Dravid, then the non-striker, wasn’t keen on responding to Ratra’s call but the wicketkeeper kept heading for his end. Faced with this peculiar scenario, the vice-captain himself moved towards the striker’s position. It was a futile exercise.
A great innings, then, had an ordinary end. “It’s always disappointing to be run out but, then, such a dismissal can occur in any innings,” is what Dravid himself had to say about that moment of madness.
Dravid, of course, had already posted a career-best 217 (629 minutes, 468 balls, 28x4). In fact, in registering his second double hundred, Dravid became the first in 2002 to cross 1,000 Test runs. He also eclipsed Vijay Manjrekar’s record for the highest in a series against England.

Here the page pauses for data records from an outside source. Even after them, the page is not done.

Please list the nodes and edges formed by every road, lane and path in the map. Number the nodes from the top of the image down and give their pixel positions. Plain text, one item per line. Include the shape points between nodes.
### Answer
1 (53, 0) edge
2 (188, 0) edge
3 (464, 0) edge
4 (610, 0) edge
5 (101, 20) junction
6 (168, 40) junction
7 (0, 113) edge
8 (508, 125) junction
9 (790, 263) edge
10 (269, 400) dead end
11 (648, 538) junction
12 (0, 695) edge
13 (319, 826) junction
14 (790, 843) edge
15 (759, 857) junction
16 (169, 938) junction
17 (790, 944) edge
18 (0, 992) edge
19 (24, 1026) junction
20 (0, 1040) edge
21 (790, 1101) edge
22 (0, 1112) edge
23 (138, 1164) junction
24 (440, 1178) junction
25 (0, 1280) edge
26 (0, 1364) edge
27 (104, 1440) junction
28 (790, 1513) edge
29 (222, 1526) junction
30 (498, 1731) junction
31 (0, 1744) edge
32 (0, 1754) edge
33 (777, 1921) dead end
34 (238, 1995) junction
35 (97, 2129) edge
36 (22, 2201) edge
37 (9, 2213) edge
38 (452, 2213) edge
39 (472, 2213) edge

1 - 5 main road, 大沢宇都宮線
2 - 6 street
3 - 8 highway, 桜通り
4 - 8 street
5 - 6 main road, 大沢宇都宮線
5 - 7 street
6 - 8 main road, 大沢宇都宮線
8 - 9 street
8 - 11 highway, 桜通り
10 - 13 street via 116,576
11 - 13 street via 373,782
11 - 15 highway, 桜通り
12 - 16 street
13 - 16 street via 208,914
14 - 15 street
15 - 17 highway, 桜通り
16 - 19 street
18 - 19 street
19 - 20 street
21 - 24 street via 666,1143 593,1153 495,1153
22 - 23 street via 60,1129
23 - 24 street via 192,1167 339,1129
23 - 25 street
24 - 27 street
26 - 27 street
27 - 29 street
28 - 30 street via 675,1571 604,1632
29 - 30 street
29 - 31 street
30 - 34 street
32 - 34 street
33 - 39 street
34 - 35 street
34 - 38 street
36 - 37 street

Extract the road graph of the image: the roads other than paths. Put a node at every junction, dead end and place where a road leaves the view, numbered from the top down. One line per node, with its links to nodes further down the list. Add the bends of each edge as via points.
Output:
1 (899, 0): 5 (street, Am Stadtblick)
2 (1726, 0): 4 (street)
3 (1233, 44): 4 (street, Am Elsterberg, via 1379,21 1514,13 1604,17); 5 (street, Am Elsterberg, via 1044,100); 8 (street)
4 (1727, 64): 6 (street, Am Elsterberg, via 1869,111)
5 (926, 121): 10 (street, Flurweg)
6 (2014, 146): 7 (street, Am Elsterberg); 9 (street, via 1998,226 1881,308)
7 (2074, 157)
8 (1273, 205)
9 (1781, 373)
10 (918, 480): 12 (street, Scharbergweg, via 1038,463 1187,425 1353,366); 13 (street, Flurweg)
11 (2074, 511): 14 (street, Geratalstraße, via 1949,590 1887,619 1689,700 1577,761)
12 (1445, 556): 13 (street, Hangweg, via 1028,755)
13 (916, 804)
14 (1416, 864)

While the late Manjrekar had 586 over five Tests in 1961-62, Dravid (with one innings remaining) has already totalled 602. For the statistically inclined, over six innings, Dravid has batted for eight minutes short of 31 hours and more than half the runs have come off boundaries (340, to be precise).
Day-IV, then, was largely dominated by this master from Bangalore (overnight 131). Moreover, as in the past, there was much to learn for everybody.

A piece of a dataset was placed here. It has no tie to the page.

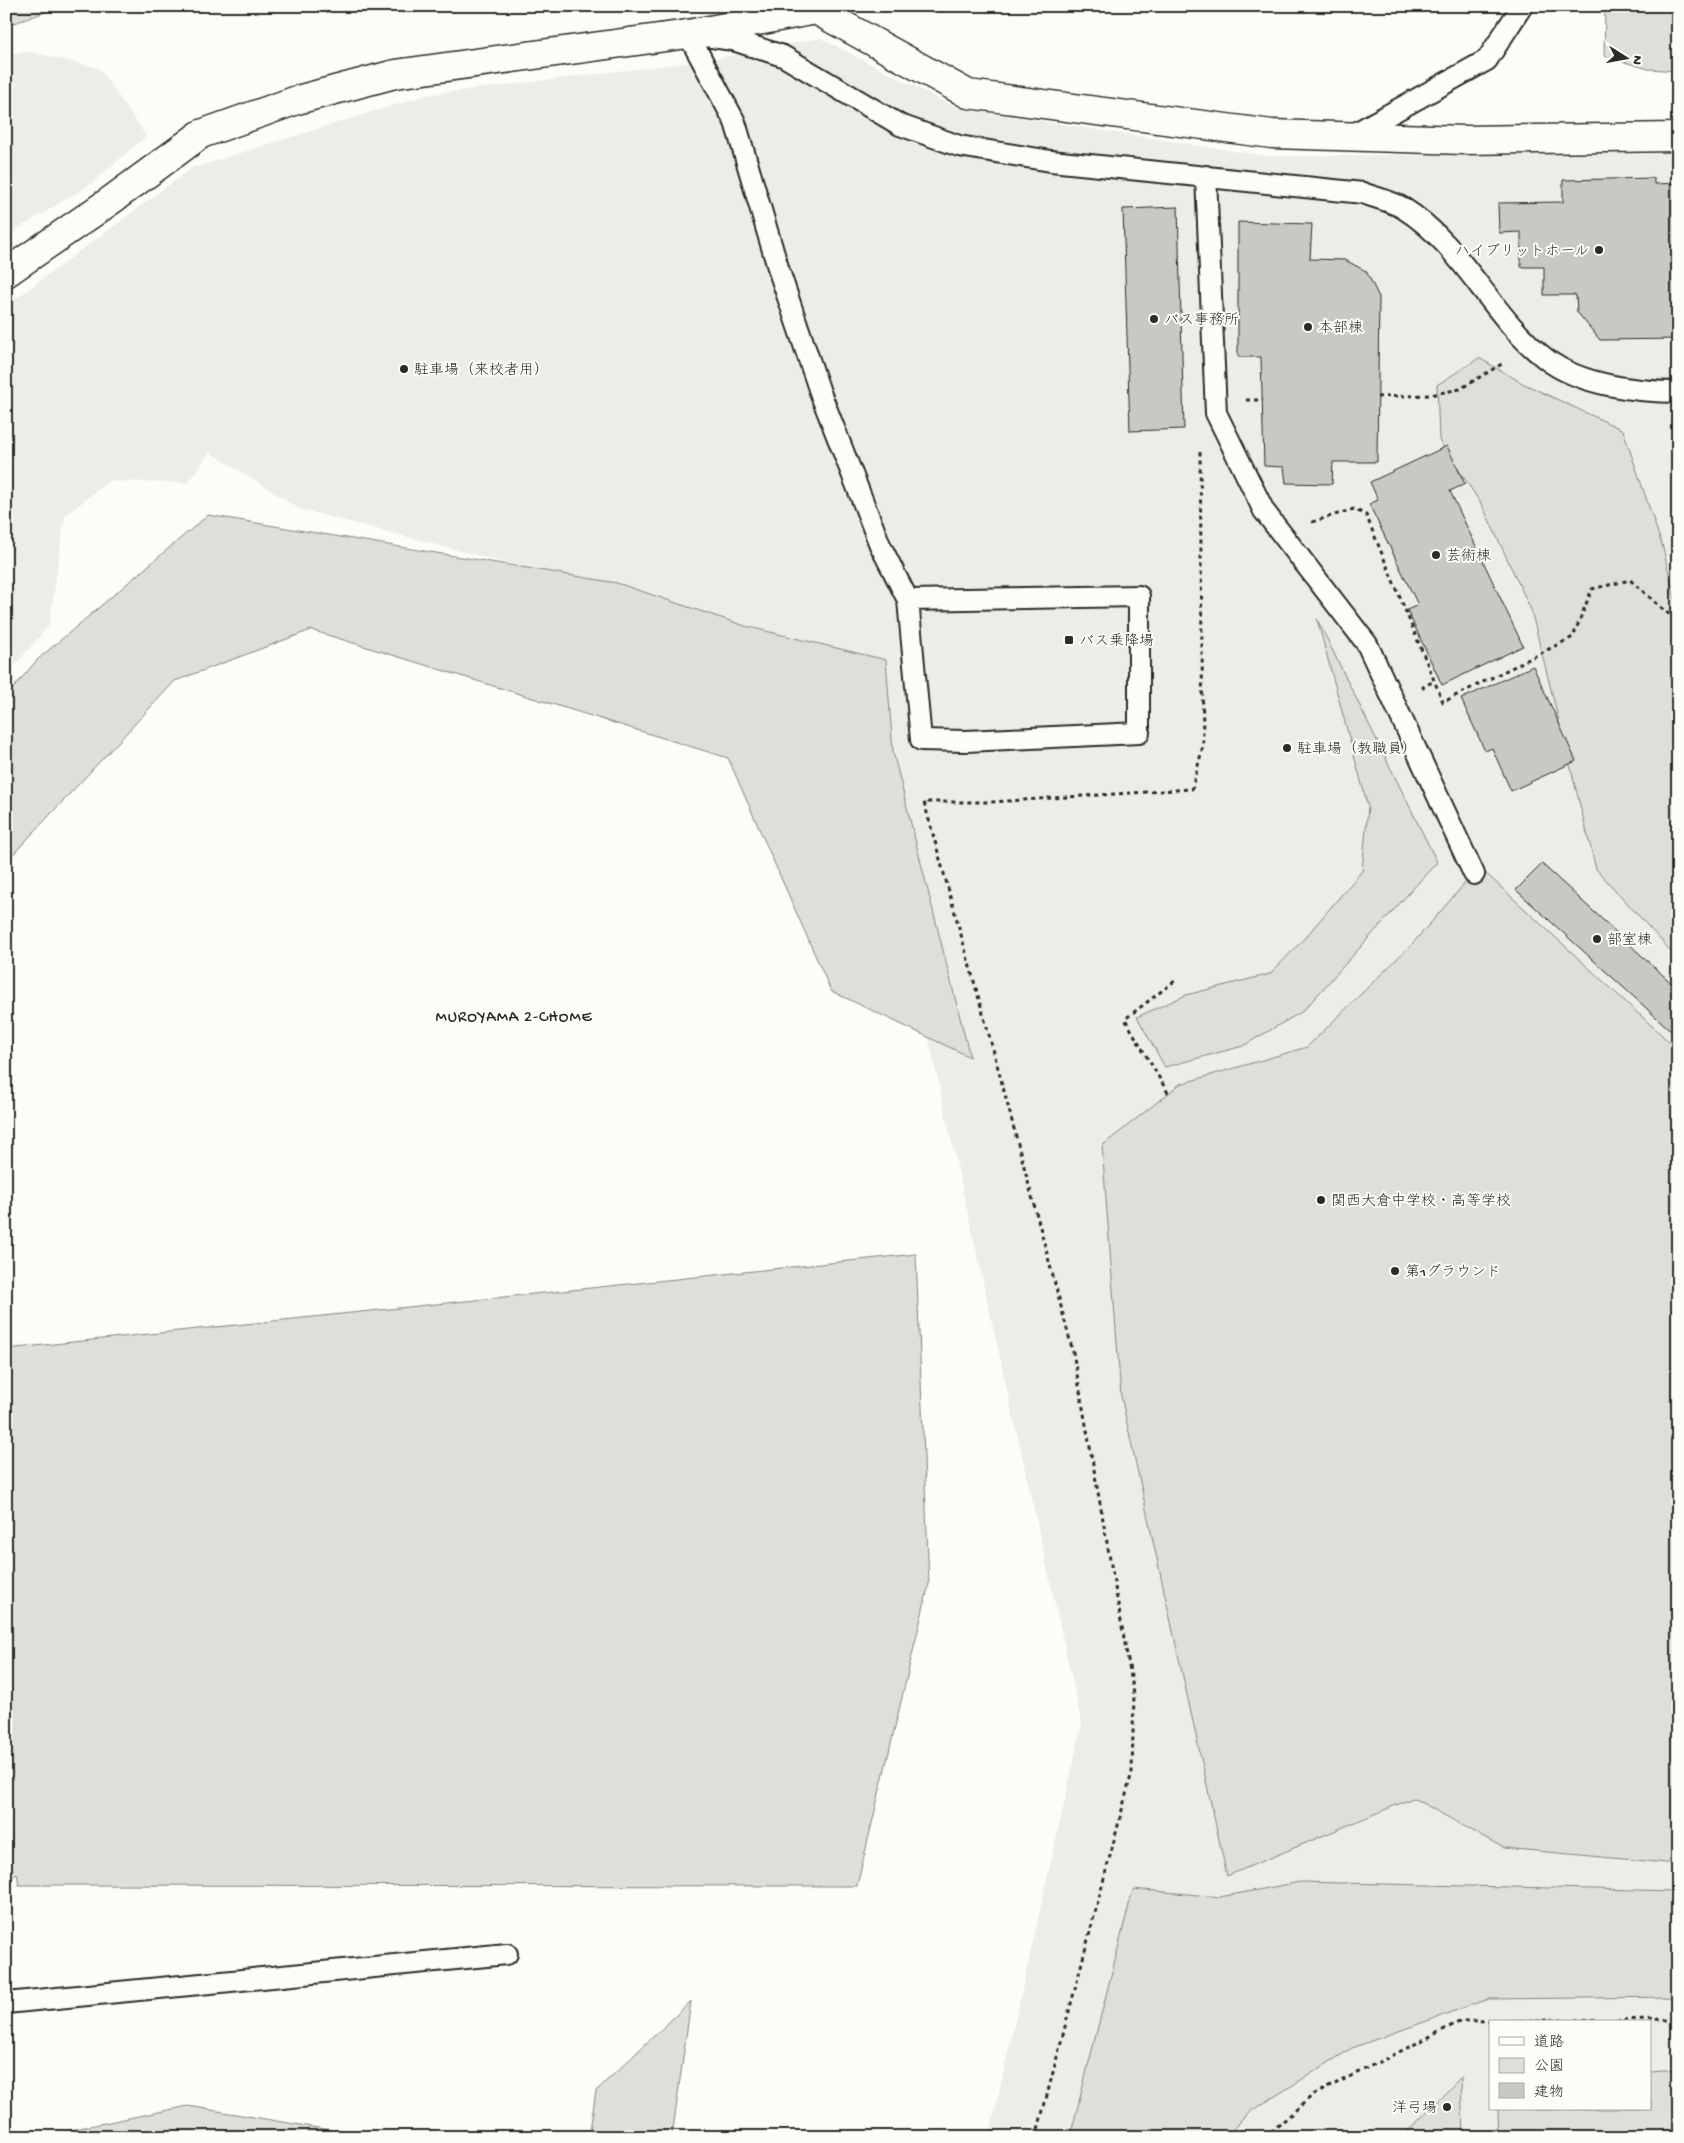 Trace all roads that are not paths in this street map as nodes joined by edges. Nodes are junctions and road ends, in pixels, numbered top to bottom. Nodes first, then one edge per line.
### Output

Dominic Cork, for one, must have realised it doesn’t pay to keep pitching short. Each time he did so, especially before lunch (403 for five), Dravid pulled with utter contempt. The vice-captain wasn’t impressed with Cork’s verbal missiles either.

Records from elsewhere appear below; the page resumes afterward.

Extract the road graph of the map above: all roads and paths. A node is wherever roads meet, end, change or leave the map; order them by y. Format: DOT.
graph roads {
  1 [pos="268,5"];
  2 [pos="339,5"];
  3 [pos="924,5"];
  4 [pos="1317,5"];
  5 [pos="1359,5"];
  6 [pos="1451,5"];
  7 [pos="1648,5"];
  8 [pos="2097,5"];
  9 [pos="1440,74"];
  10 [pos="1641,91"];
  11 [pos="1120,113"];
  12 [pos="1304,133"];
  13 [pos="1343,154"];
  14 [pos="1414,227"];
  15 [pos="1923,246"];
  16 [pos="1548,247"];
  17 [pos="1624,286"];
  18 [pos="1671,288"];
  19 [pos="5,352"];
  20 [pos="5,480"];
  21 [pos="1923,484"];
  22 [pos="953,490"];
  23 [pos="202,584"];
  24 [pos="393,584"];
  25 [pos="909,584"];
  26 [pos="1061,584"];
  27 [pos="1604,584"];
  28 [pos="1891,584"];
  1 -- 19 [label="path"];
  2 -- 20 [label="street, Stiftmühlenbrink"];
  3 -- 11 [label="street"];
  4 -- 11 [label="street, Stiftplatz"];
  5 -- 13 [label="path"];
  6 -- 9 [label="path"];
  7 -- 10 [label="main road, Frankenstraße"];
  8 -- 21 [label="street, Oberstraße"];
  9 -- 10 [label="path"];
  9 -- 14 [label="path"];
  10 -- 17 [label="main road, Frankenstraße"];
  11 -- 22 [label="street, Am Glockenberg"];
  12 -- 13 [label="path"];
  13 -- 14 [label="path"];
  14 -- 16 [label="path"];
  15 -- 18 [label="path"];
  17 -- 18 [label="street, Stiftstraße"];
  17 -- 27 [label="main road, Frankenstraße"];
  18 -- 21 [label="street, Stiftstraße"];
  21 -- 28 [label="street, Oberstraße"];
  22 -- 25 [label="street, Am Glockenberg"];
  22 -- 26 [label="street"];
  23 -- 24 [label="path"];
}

Obviously, Cork didn’t quite remember that even Allan Donald couldn’t fluster Dravid.
An excellent situation-player, he didn’t place a foot wrong during his innings of well over ten hours. At the end of it, Dravid was (typically) modesty personified. “It’s been a great summer... The wickets have been good and I’ve cashed in... Actually, I quite like conditions in England...”
Fair enough, but it still requires immense character to get past 600 in a mere six innings — that, too, always under pressure.
Resuming at the overnight 315 for five, the Indian first innings ended some 35 minutes after tea, seven short of England’s effort. A draw remains the most likely result, even accounting for “some magic”, which Dravid expects from the Indian bowlers.
By stumps, England were 121 in front, scoring at almost a run a minute. The wicket is affording much turn and bounce, but Marcus Trescothick (58 not out) and Michael Vaughan (unbeaten on 47) have got their team off to a flyer. Zaheer Khan, in particular, was milked for 37 in five overs.
For England to have been under pressure, India should first have been ahead by a minimum of 100.
Incidentally, the in-sublime-form Vaughan has done a Dravid. Besides getting past 600 for the series, he touched 1,000 runs for the year. Even Trescothick, making a comeback, was in the spotlight. Specifically, he followed up his first innings 57 with another fifty.
To return to the Indian innings, V.V.S.Laxman, the other overnighter, scored 40 — it was a struggle for this dasher — while Ajit Agarkar contributed 31. Laxman, whose footwork has been letting him down, had an excellent first Test (43 not out and 74 at Lord’s), but has contributed little thereafter.
For England, Andrew Caddick returned the best figures: Four for 114.
Intriguingly, captain Hussain seemed least interested in getting wickets and trying to avoid a draw. Unbelievably, really, Caddick and Matthew Hoggard began the day with only two slips each — that, too, when England were still 200 ahead.
A positive approach and a couple of quick wickets could, in the light of England’s fiery start in innings No.2, have made a big difference in the direction this Test is heading. Hussain should have some answering to do at the post-match Media conference.
Agencies add: Earlier, Dravid received a standing ovation from the crowd and was applauded by the England team as he left the arena. He did give a sharp chance when Giles dropped him in the gully on 168, but shook off the near miss to go to lunch on 184.
Dravid brought up his double century, the first of the series after Vaughan was dismissed for 197 at Nottingham and 195 at The Oval and Sachin Tendulkar made 193 at Leeds, with a flick to fine leg for a single off Hoggard.
Agarkar was the first to fall in the afternoon session, bowled when the a perfect off-spinner hit the footmarks and went through a gaping chasm between his bat and pad.